Newspaper "Site Search Smackdown": Round 4 - The Daily Express vs The Times

 by Martin Belam, 11 April 2008

I'm running a series of smackdowns between British newspaper site search engines, to test how fresh their indexing is. The Daily Mail triumphed over The Sun in Round 1, and in Round 2, The Independent emerged victorious over The Telegraph, getting a perfect 10 out of 10 in the process. Yesterday was a low scoring Round 3, with The Guardian just edging out The Mirror, by 7 points to 6. Today I'll be finishing off the inter-newspaper contests with a smackdown between The Times and The Daily Express.

The Times vs The Daily Express

The rules

The rules of the contest are quite simple. Go to a newspaper homepage at around 9am UK time. This is after the print edition has hit the streets, and when the online version has had overnight to publish the paper's main news. Take a note of the ten most prominent online headlines. Then use the newspaper's own search engine, and type in each of those ten headlines exactly as they appeared. Newspapers score a point if the story comes up in the #1 slot for that search query.
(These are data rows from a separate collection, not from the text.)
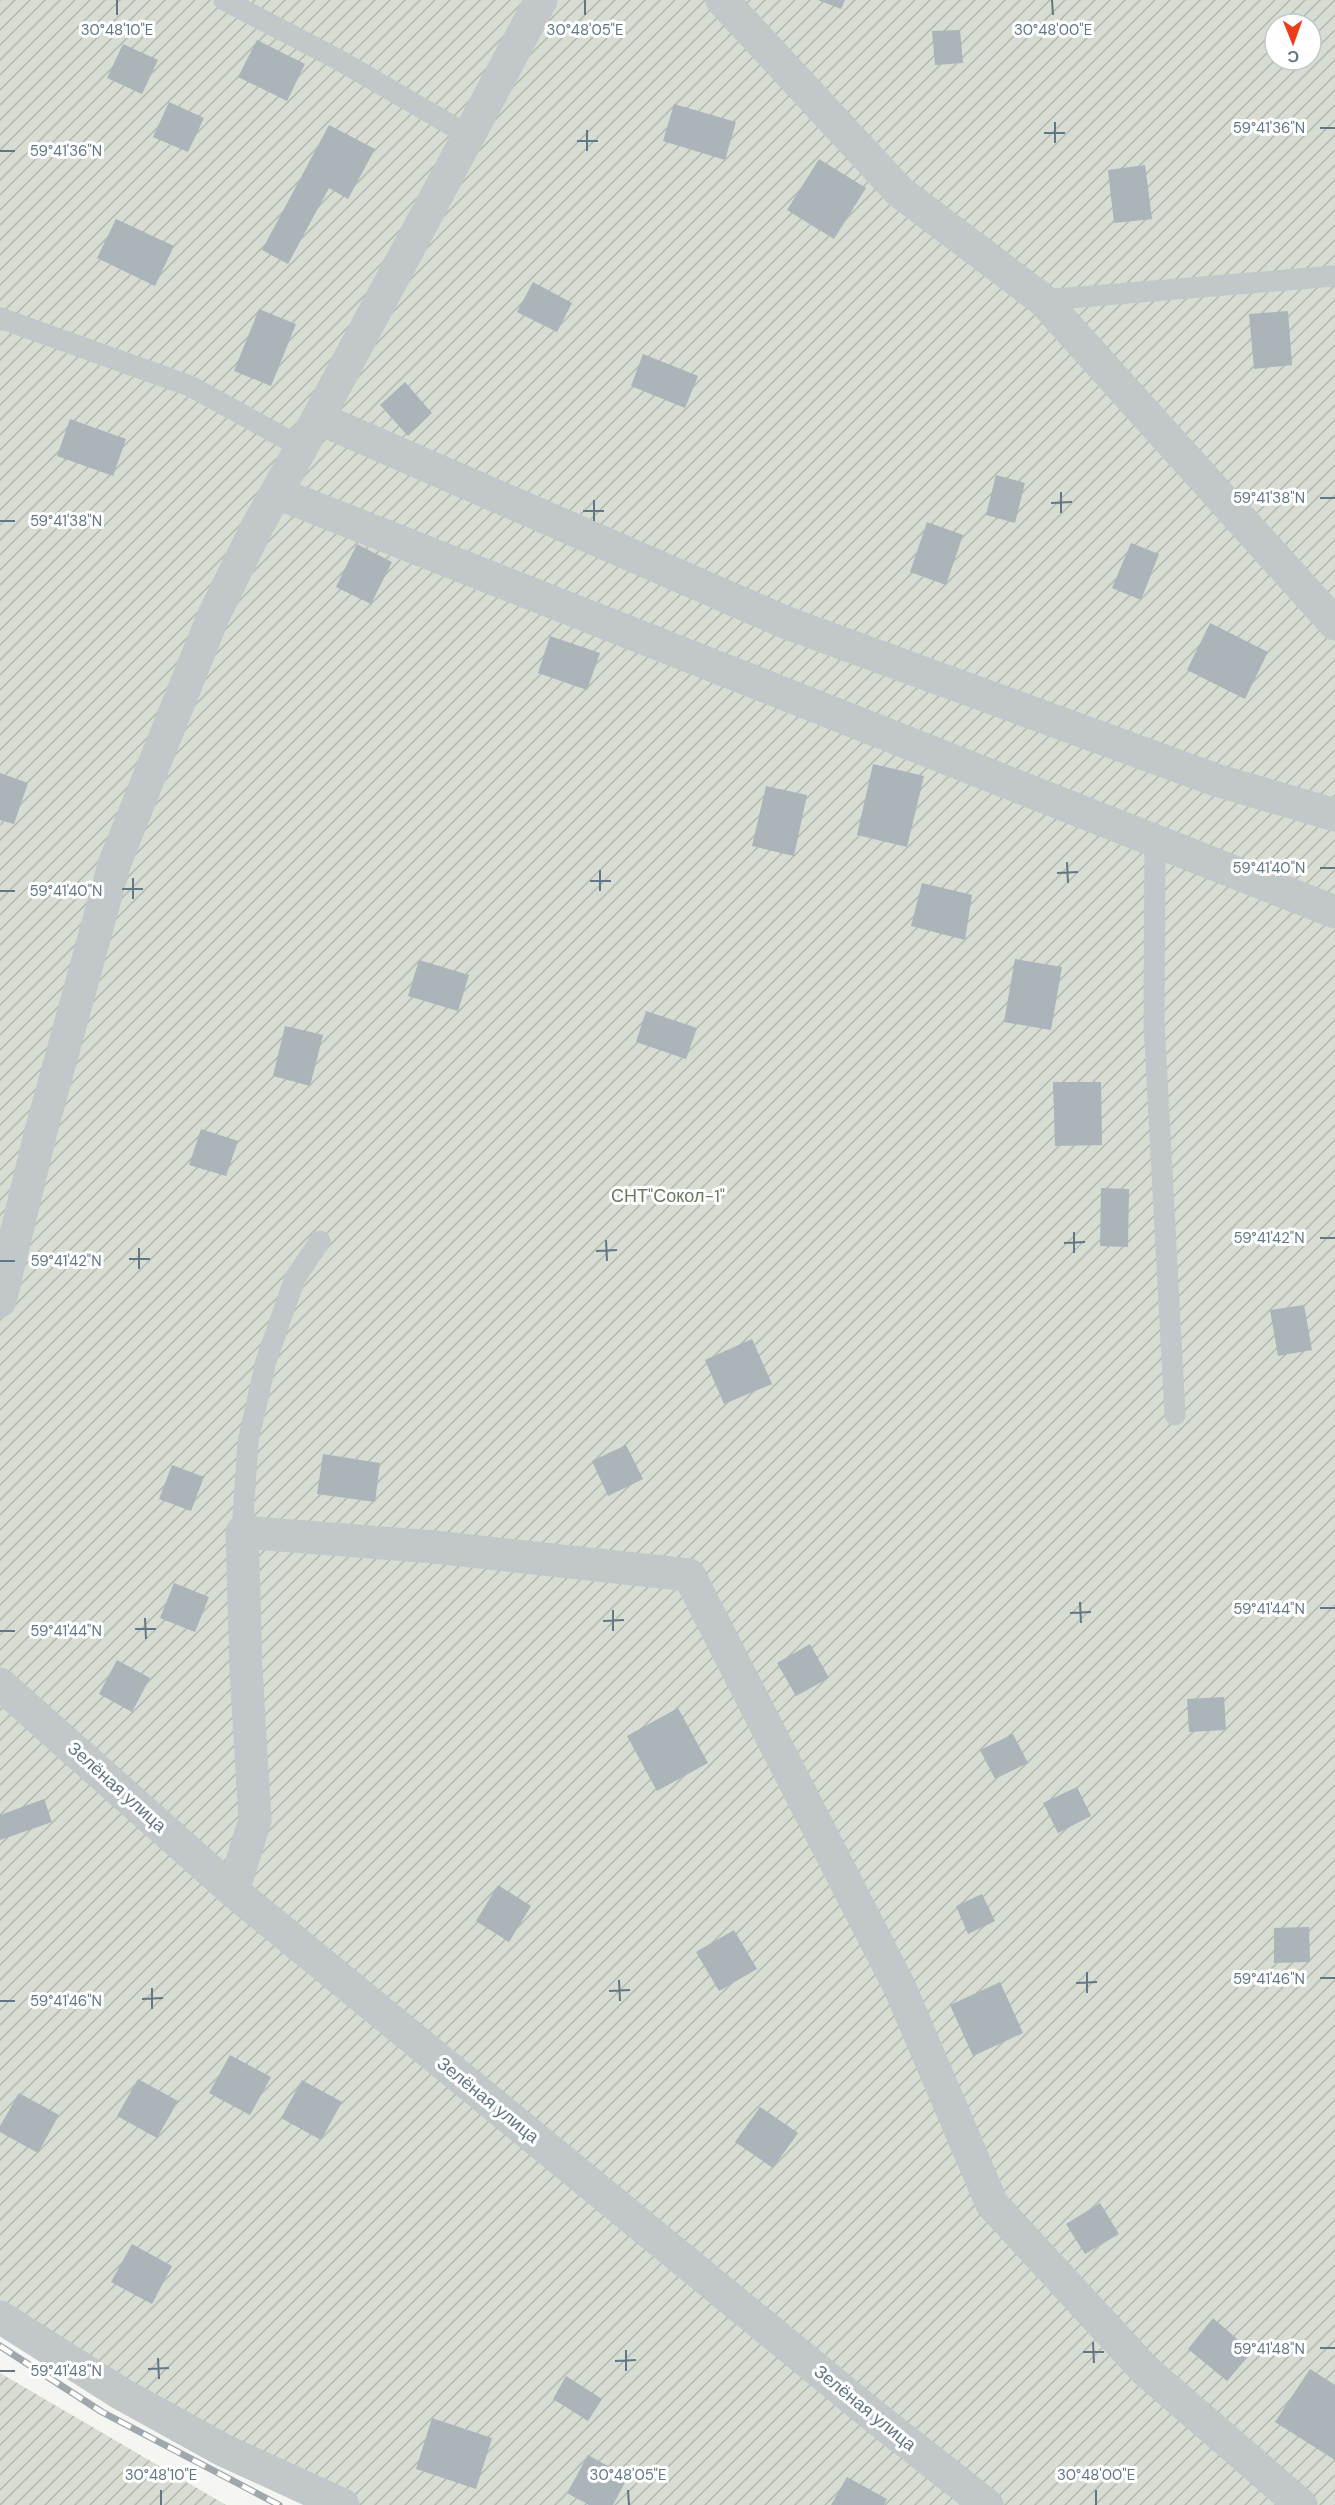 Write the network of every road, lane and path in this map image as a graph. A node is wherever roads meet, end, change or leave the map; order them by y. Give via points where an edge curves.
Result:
1 (224, 0) edge
2 (541, 0) edge
3 (722, 0) edge
4 (468, 135) junction
5 (1335, 276) edge
6 (1043, 300) junction
7 (0, 318) edge
8 (318, 418) junction
9 (301, 447) junction
10 (277, 493) junction
11 (1335, 624) edge
12 (1335, 815) edge
13 (1155, 840) junction
14 (1335, 912) edge
15 (320, 1241) dead end
16 (0, 1301) edge
17 (1175, 1415) dead end
18 (242, 1532) junction
19 (0, 1684) edge
20 (233, 1891) junction
21 (0, 2317) edge
22 (343, 2505) edge
23 (987, 2505) edge
24 (1302, 2505) edge

1 - 4 lane via 339,60
2 - 4 street
3 - 6 street via 900,192
4 - 8 street
5 - 6 lane
6 - 11 street
7 - 9 lane via 190,386
8 - 9 street
8 - 12 street via 787,623 1216,780
9 - 10 street
10 - 13 street
10 - 16 street via 213,617 115,862 41,1131
13 - 14 street
13 - 17 lane via 1154,1023
15 - 18 lane via 295,1278 266,1361 248,1442
18 - 20 street via 255,1820
18 - 24 street via 434,1547 689,1575 900,1988 992,2204 1145,2370
19 - 20 street, Зелёная улица
20 - 23 street, Зелёная улица
21 - 22 street via 130,2399 223,2450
Doesn't sound too exacting a test? You'd be surprised how often newspaper search engines fail to deliver...

The Times

The last redesign of The Times was noted for a rather idiosyncratic use of CSS classes. Would the site search hold up to the paper's traditional offline reputation for quality? The short answer was emphatically "No".

The first three headlines I tried to find via site search all drew blanks - "Olympic torch fears after Chinese kill eight", "Fanatics targeted Canary Wharf and nuclear sites" and "Terror returns as Mugabe thugs vow to fight". It was only with my fourth search that I got a positive outcome, locating a story about NHS property developments.

With just one successful search out of the opening four, The Times looked set to post a score lower than The Sun's 5 and The Telegraph's 4½. Two sports stories rallied the score a little, as both "Pietersen wants players to grab IPL bonanza" and "Arsenal to benefit from Liverpool changes" produced the right stories at the top of the results. However, a story about Chelsea wasn't in the index, and business stories about Yahoo! and the Halifax also got no results.

In the end, The Times only managed to return four of the top ten stories of the morning if you searched for their exact titles on The Times search engine. At 4 out of 10, it was the most dismal performance by a paper so far. Surely the Daily Express had this round in the bag?

The Daily Express

I had very low expectations of search on The Daily Express. The impression that this area of the site is neglected is given by the fact that the most popular searches haven't changed for over 50 days now, and that the suggested search term for users has been 'e.g. Princess Diana' for years.

I wasn't much surprised therefore to see the paper stumble at the first hurdle. The day's lead story for the Express was MPs expenses, and the fact that "You have to pay Brown's TV Licence". This had been indexed, but a search for the headline only listed the story as the second most relevant result.

Then, much to my astonishment, the Daily Express absolutely breezed the rest of the test. Whether the story was about the Duke of Edinburgh, Coleen, Naomi or Renee, the Daily Express cruised past the score of The Times. In total 9 headline searches returning the relevant story in the top slot. With just the Brown TV Licence blip, it meant the Daily Express scored 9½ out of ten, and pipped the Daily Mail to second place overall.

The verdict

This was a complete reversal of how I expected this contest to pan out, with the Daily Express having an easy victory over The Times, which produced the worst results of any newspaper. The full table of merit was as follows:

PositionNewspaperScore
1.The Independent10
2.Daily Express
3.Daily Mail9
4.The Guardian7
5.The Mirror6
6.The Sun5
7.The Telegraph
8.The Times4

In Round 5

This whole contest was sparked by wondering whether Google's "Search in search" functionality improved the user experience for people searching for newspaper articles. In the next round of the Newspaper Site Search Smackdown, I'll be throwing three Google-powered services into the fray, and pitting them against the results you get from the newspapers themselves.

1 Comment

Times Online articles often have different headlines on the news index page and on the article, usually due to lack of space or search friendliness. If you search for the front page headline it will only display the article if all the words are contained in the indexed headline and body copy - this isn't always the case. If you ran the test again with the on page headlines the result would be better for Times Online (and probably the Telegraph as well).

I'd argue that this test doesn't really prove how fresh or relevant newspaper indexing is, especially against Google News, because it doesn't reflect general search behaviour and depends on all headline versions being identical. A more accurate test would be to search for the subject mentioned in the story to see if the article is both indexed and appearing prominently in the search results, or to use the article headline only.